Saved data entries
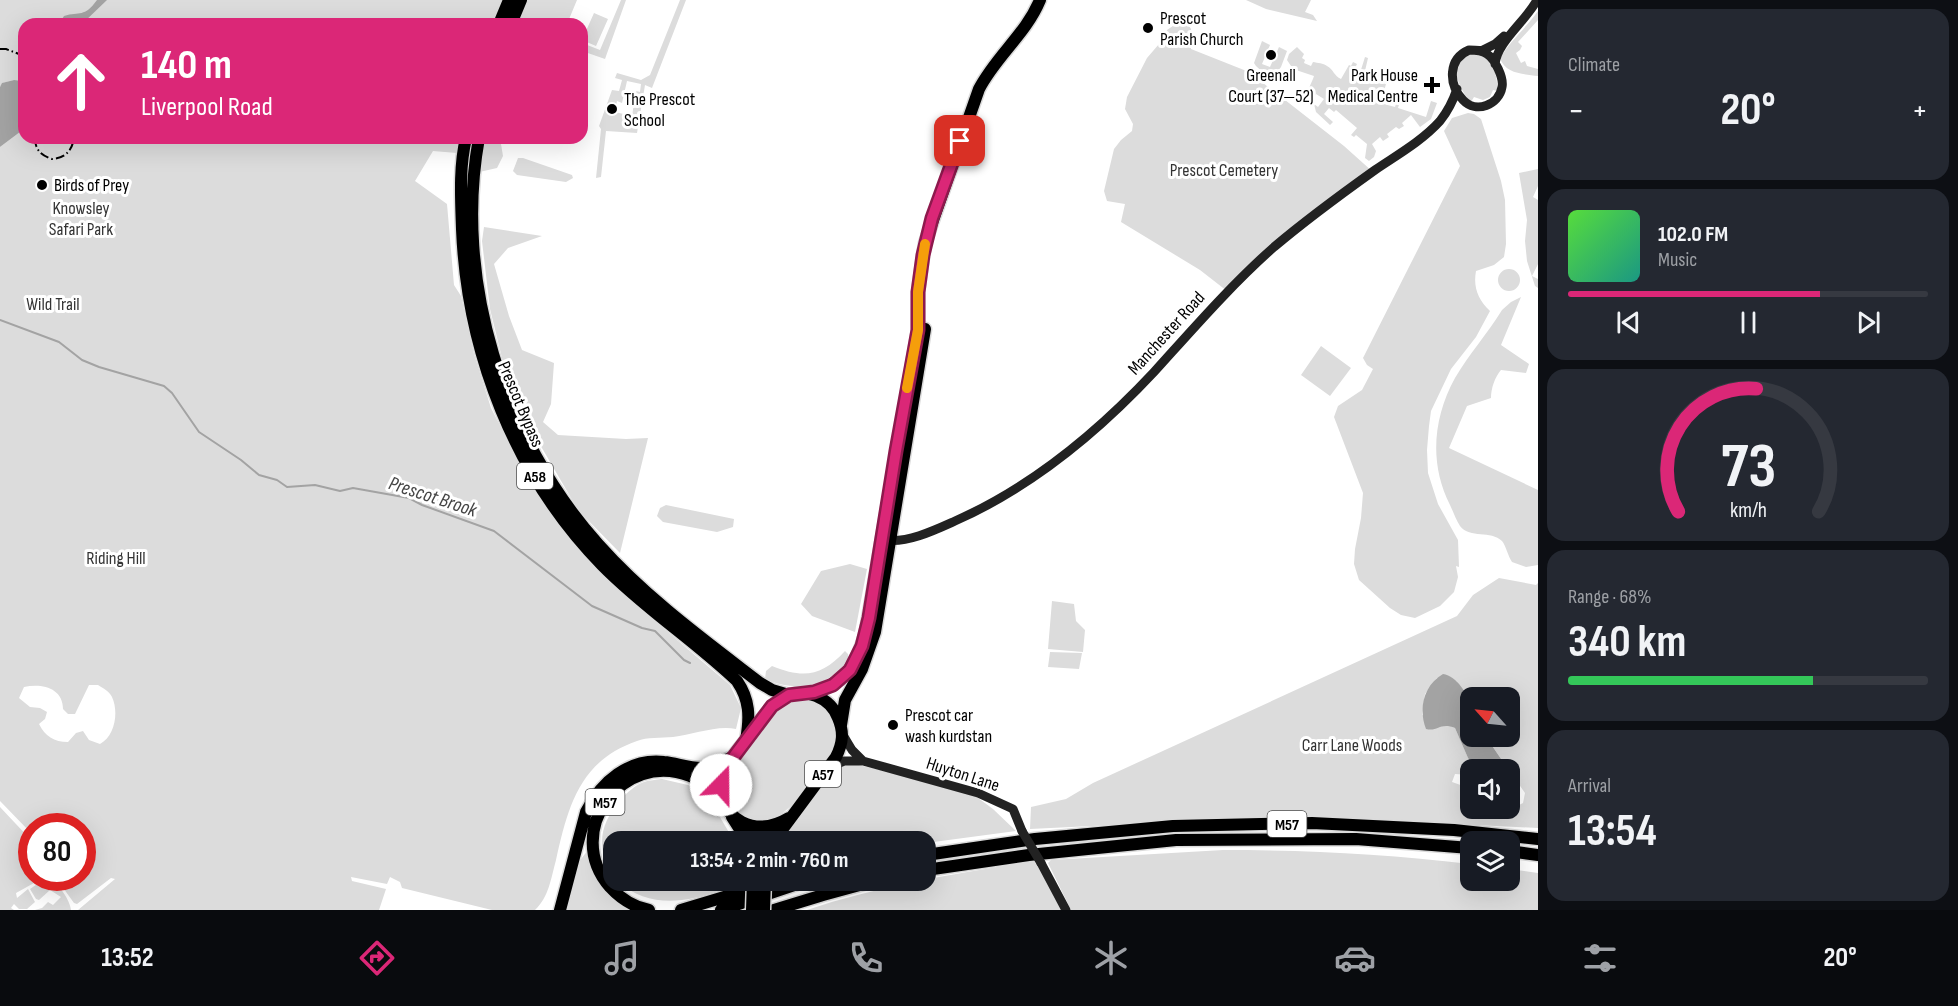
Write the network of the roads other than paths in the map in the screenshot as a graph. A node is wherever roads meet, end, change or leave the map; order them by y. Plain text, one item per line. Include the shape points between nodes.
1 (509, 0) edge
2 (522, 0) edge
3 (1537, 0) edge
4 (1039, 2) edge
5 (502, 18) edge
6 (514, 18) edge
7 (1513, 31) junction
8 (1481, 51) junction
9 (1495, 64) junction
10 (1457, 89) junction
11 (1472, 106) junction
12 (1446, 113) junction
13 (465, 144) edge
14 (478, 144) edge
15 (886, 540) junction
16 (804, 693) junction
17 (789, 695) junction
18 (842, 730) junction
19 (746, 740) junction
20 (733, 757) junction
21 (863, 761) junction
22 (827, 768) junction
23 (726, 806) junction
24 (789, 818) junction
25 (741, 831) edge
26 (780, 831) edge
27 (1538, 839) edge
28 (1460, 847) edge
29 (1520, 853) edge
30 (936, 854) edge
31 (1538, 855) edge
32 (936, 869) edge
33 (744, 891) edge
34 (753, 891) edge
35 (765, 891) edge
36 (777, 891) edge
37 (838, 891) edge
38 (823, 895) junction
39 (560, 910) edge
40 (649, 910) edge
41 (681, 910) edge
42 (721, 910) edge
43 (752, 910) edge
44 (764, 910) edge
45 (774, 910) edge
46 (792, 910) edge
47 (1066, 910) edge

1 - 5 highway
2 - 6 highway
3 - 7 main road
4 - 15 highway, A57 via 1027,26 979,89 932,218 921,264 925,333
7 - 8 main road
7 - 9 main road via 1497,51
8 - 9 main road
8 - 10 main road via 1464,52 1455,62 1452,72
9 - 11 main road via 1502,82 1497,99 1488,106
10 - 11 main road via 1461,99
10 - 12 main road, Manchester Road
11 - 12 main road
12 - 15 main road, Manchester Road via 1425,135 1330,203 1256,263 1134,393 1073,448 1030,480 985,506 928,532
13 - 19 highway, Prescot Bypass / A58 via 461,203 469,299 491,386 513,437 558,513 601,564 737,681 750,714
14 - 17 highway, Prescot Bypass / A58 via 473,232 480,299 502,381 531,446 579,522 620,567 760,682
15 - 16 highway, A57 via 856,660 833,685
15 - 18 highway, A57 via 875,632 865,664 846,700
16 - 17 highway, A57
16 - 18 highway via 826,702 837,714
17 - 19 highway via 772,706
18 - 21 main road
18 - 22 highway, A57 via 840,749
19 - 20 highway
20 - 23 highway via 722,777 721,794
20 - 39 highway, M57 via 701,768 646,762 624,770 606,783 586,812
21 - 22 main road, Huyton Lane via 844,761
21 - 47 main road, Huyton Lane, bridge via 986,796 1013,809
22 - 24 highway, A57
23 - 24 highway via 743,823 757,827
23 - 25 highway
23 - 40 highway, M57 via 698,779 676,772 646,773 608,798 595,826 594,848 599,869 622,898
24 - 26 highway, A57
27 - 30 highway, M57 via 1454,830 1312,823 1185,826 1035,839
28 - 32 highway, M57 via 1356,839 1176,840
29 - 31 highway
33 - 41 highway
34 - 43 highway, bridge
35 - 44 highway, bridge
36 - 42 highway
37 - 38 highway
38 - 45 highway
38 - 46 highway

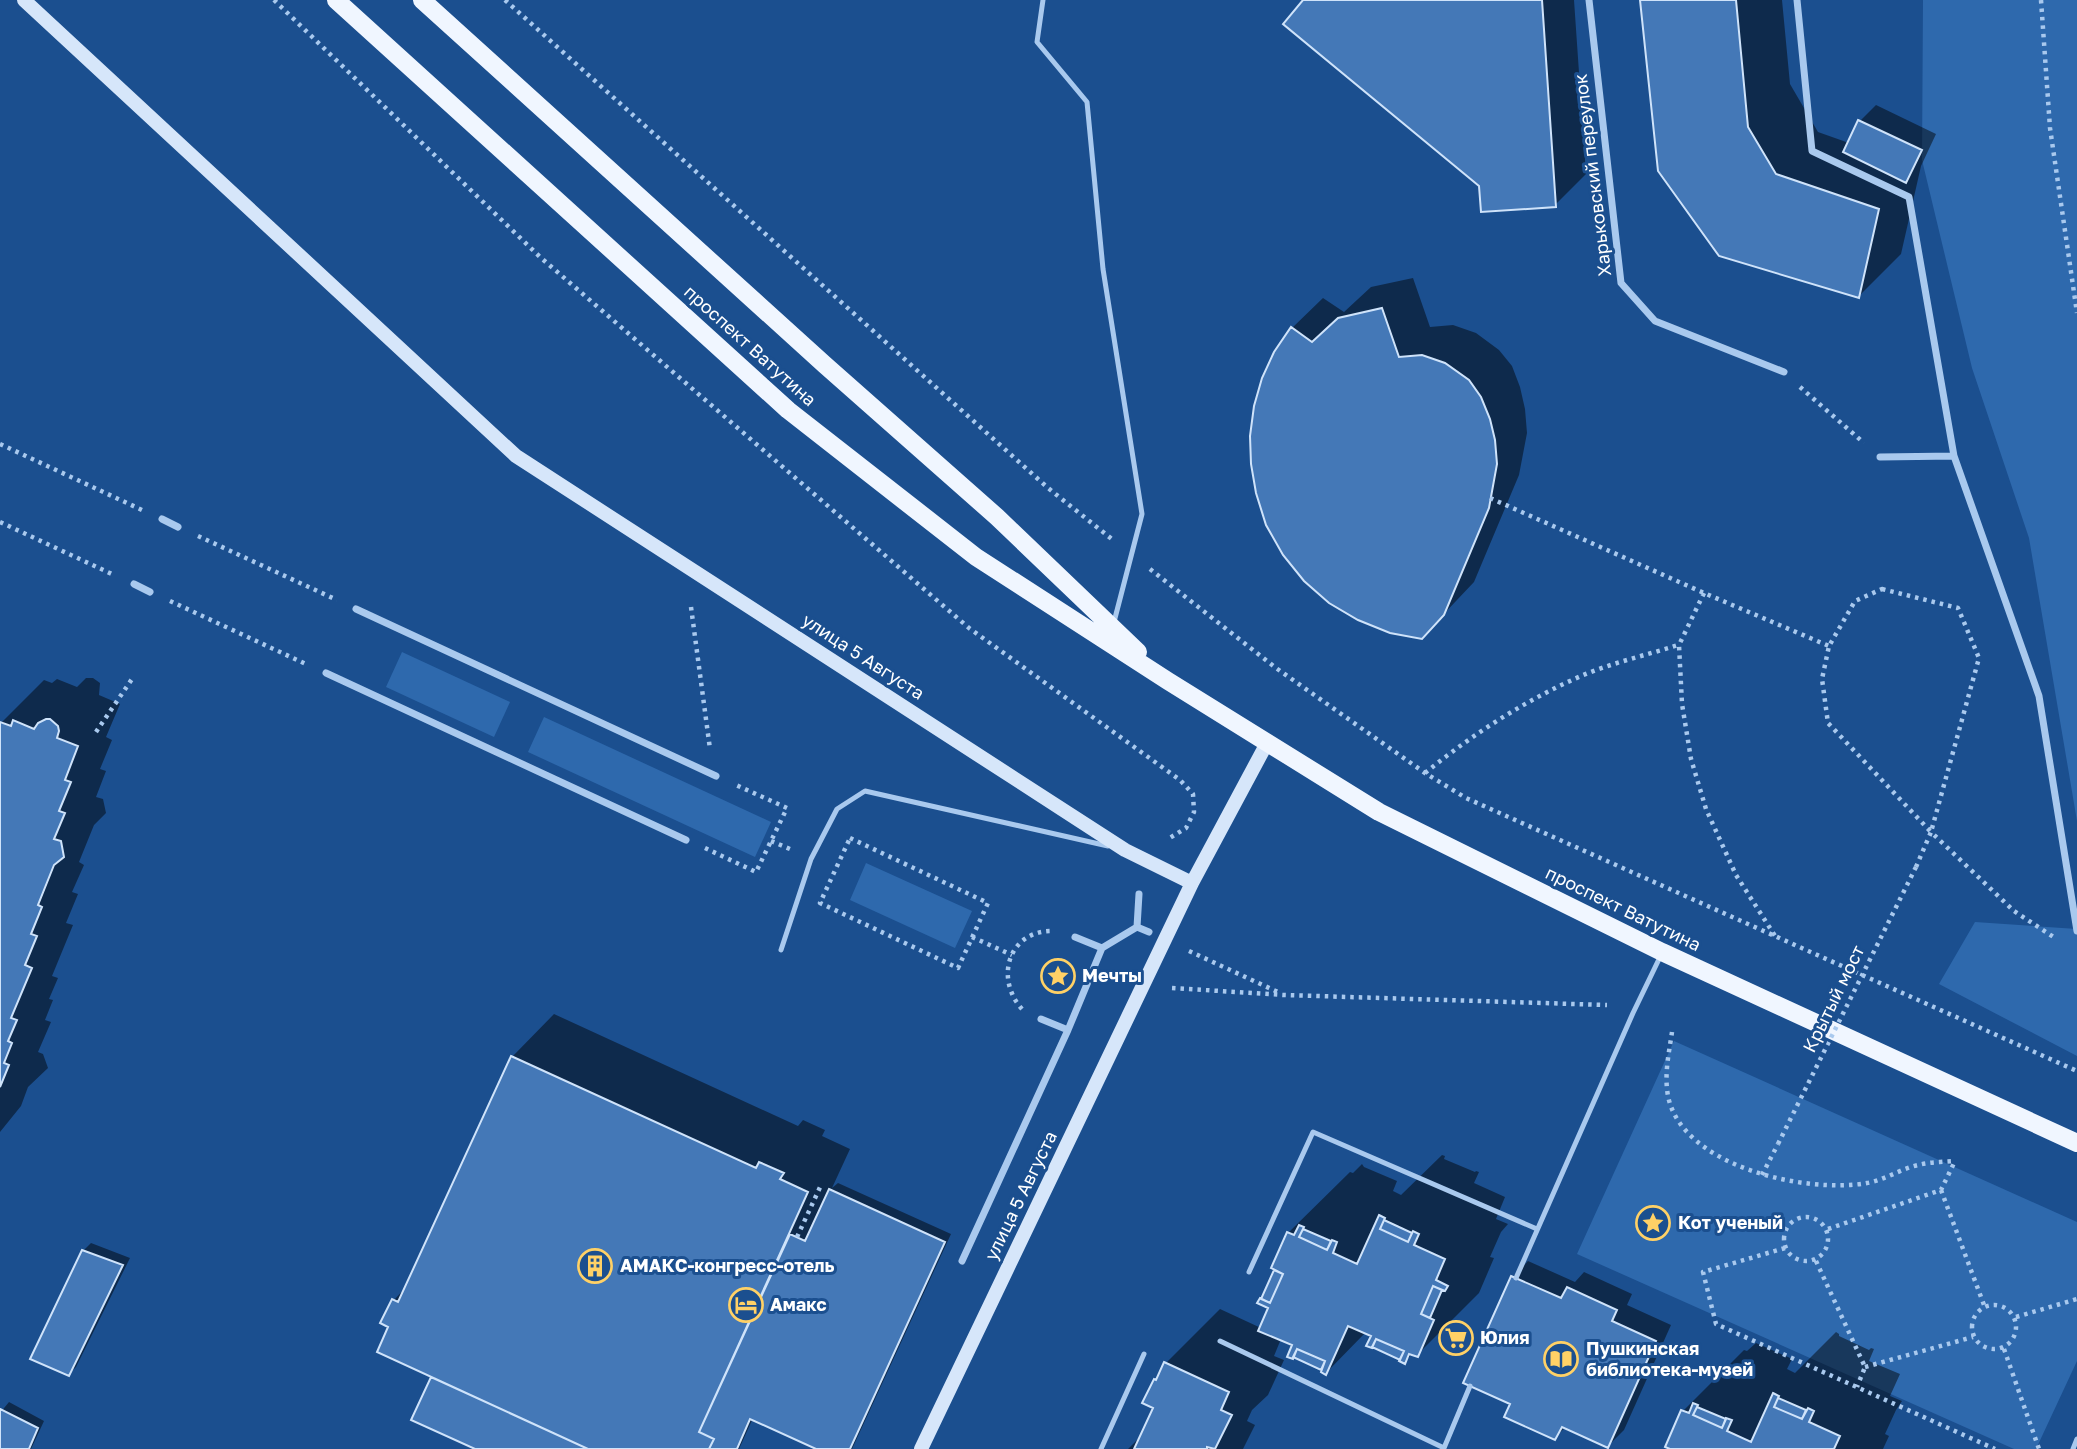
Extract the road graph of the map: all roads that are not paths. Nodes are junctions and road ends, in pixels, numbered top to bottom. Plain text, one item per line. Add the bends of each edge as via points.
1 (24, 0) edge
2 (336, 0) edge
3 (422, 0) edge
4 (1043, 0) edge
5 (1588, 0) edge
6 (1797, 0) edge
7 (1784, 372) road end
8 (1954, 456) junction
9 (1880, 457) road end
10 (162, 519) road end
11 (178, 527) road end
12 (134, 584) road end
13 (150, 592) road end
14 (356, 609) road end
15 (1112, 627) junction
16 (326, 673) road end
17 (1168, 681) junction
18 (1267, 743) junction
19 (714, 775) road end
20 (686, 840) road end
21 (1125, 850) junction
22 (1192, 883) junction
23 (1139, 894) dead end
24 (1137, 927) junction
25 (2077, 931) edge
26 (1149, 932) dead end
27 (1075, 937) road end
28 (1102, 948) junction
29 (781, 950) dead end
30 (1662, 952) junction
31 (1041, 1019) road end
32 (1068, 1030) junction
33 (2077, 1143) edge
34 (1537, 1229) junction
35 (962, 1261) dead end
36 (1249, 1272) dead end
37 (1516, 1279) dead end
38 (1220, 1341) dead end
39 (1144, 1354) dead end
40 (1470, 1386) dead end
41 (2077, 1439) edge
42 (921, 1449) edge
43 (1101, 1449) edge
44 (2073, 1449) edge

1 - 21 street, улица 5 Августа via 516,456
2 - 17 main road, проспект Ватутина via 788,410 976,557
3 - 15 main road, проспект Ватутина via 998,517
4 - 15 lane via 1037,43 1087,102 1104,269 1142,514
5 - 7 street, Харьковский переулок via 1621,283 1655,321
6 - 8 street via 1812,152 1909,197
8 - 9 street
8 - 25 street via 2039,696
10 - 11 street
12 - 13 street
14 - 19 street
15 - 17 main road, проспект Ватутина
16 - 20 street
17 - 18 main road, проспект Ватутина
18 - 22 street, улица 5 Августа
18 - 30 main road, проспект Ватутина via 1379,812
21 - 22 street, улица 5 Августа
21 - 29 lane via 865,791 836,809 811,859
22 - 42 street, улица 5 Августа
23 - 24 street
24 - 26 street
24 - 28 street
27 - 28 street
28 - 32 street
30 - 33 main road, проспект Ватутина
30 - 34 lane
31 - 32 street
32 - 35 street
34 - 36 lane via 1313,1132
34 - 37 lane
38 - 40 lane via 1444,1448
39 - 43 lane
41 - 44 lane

Assignment: Quote all the records verbatim, dropping any pictures from your copy.

Answer space:
Write the network of the roads other than paths in the map in the screenshot as a graph. A node is wherever roads meet, end, change or leave the map; order them by y. Plain text, one item per line. Include the shape points between nodes.
1 (509, 0) edge
2 (522, 0) edge
3 (1537, 0) edge
4 (1039, 2) edge
5 (502, 18) edge
6 (514, 18) edge
7 (1513, 31) junction
8 (1481, 51) junction
9 (1495, 64) junction
10 (1457, 89) junction
11 (1472, 106) junction
12 (1446, 113) junction
13 (465, 144) edge
14 (478, 144) edge
15 (886, 540) junction
16 (804, 693) junction
17 (789, 695) junction
18 (842, 730) junction
19 (746, 740) junction
20 (733, 757) junction
21 (863, 761) junction
22 (827, 768) junction
23 (726, 806) junction
24 (789, 818) junction
25 (741, 831) edge
26 (780, 831) edge
27 (1538, 839) edge
28 (1460, 847) edge
29 (1520, 853) edge
30 (936, 854) edge
31 (1538, 855) edge
32 (936, 869) edge
33 (744, 891) edge
34 (753, 891) edge
35 (765, 891) edge
36 (777, 891) edge
37 (838, 891) edge
38 (823, 895) junction
39 (560, 910) edge
40 (649, 910) edge
41 (681, 910) edge
42 (721, 910) edge
43 (752, 910) edge
44 (764, 910) edge
45 (774, 910) edge
46 (792, 910) edge
47 (1066, 910) edge

1 - 5 highway
2 - 6 highway
3 - 7 main road
4 - 15 highway, A57 via 1027,26 979,89 932,218 921,264 925,333
7 - 8 main road
7 - 9 main road via 1497,51
8 - 9 main road
8 - 10 main road via 1464,52 1455,62 1452,72
9 - 11 main road via 1502,82 1497,99 1488,106
10 - 11 main road via 1461,99
10 - 12 main road, Manchester Road
11 - 12 main road
12 - 15 main road, Manchester Road via 1425,135 1330,203 1256,263 1134,393 1073,448 1030,480 985,506 928,532
13 - 19 highway, Prescot Bypass / A58 via 461,203 469,299 491,386 513,437 558,513 601,564 737,681 750,714
14 - 17 highway, Prescot Bypass / A58 via 473,232 480,299 502,381 531,446 579,522 620,567 760,682
15 - 16 highway, A57 via 856,660 833,685
15 - 18 highway, A57 via 875,632 865,664 846,700
16 - 17 highway, A57
16 - 18 highway via 826,702 837,714
17 - 19 highway via 772,706
18 - 21 main road
18 - 22 highway, A57 via 840,749
19 - 20 highway
20 - 23 highway via 722,777 721,794
20 - 39 highway, M57 via 701,768 646,762 624,770 606,783 586,812
21 - 22 main road, Huyton Lane via 844,761
21 - 47 main road, Huyton Lane, bridge via 986,796 1013,809
22 - 24 highway, A57
23 - 24 highway via 743,823 757,827
23 - 25 highway
23 - 40 highway, M57 via 698,779 676,772 646,773 608,798 595,826 594,848 599,869 622,898
24 - 26 highway, A57
27 - 30 highway, M57 via 1454,830 1312,823 1185,826 1035,839
28 - 32 highway, M57 via 1356,839 1176,840
29 - 31 highway
33 - 41 highway
34 - 43 highway, bridge
35 - 44 highway, bridge
36 - 42 highway
37 - 38 highway
38 - 45 highway
38 - 46 highway

Extract the road graph of the map: all roads that are not paths. Nodes are junctions and road ends, in pixels, numbered top to bottom. Plain text, one item per line. Add the bends of each edge as via points.
1 (24, 0) edge
2 (336, 0) edge
3 (422, 0) edge
4 (1043, 0) edge
5 (1588, 0) edge
6 (1797, 0) edge
7 (1784, 372) road end
8 (1954, 456) junction
9 (1880, 457) road end
10 (162, 519) road end
11 (178, 527) road end
12 (134, 584) road end
13 (150, 592) road end
14 (356, 609) road end
15 (1112, 627) junction
16 (326, 673) road end
17 (1168, 681) junction
18 (1267, 743) junction
19 (714, 775) road end
20 (686, 840) road end
21 (1125, 850) junction
22 (1192, 883) junction
23 (1139, 894) dead end
24 (1137, 927) junction
25 (2077, 931) edge
26 (1149, 932) dead end
27 (1075, 937) road end
28 (1102, 948) junction
29 (781, 950) dead end
30 (1662, 952) junction
31 (1041, 1019) road end
32 (1068, 1030) junction
33 (2077, 1143) edge
34 (1537, 1229) junction
35 (962, 1261) dead end
36 (1249, 1272) dead end
37 (1516, 1279) dead end
38 (1220, 1341) dead end
39 (1144, 1354) dead end
40 (1470, 1386) dead end
41 (2077, 1439) edge
42 (921, 1449) edge
43 (1101, 1449) edge
44 (2073, 1449) edge

1 - 21 street, улица 5 Августа via 516,456
2 - 17 main road, проспект Ватутина via 788,410 976,557
3 - 15 main road, проспект Ватутина via 998,517
4 - 15 lane via 1037,43 1087,102 1104,269 1142,514
5 - 7 street, Харьковский переулок via 1621,283 1655,321
6 - 8 street via 1812,152 1909,197
8 - 9 street
8 - 25 street via 2039,696
10 - 11 street
12 - 13 street
14 - 19 street
15 - 17 main road, проспект Ватутина
16 - 20 street
17 - 18 main road, проспект Ватутина
18 - 22 street, улица 5 Августа
18 - 30 main road, проспект Ватутина via 1379,812
21 - 22 street, улица 5 Августа
21 - 29 lane via 865,791 836,809 811,859
22 - 42 street, улица 5 Августа
23 - 24 street
24 - 26 street
24 - 28 street
27 - 28 street
28 - 32 street
30 - 33 main road, проспект Ватутина
30 - 34 lane
31 - 32 street
32 - 35 street
34 - 36 lane via 1313,1132
34 - 37 lane
38 - 40 lane via 1444,1448
39 - 43 lane
41 - 44 lane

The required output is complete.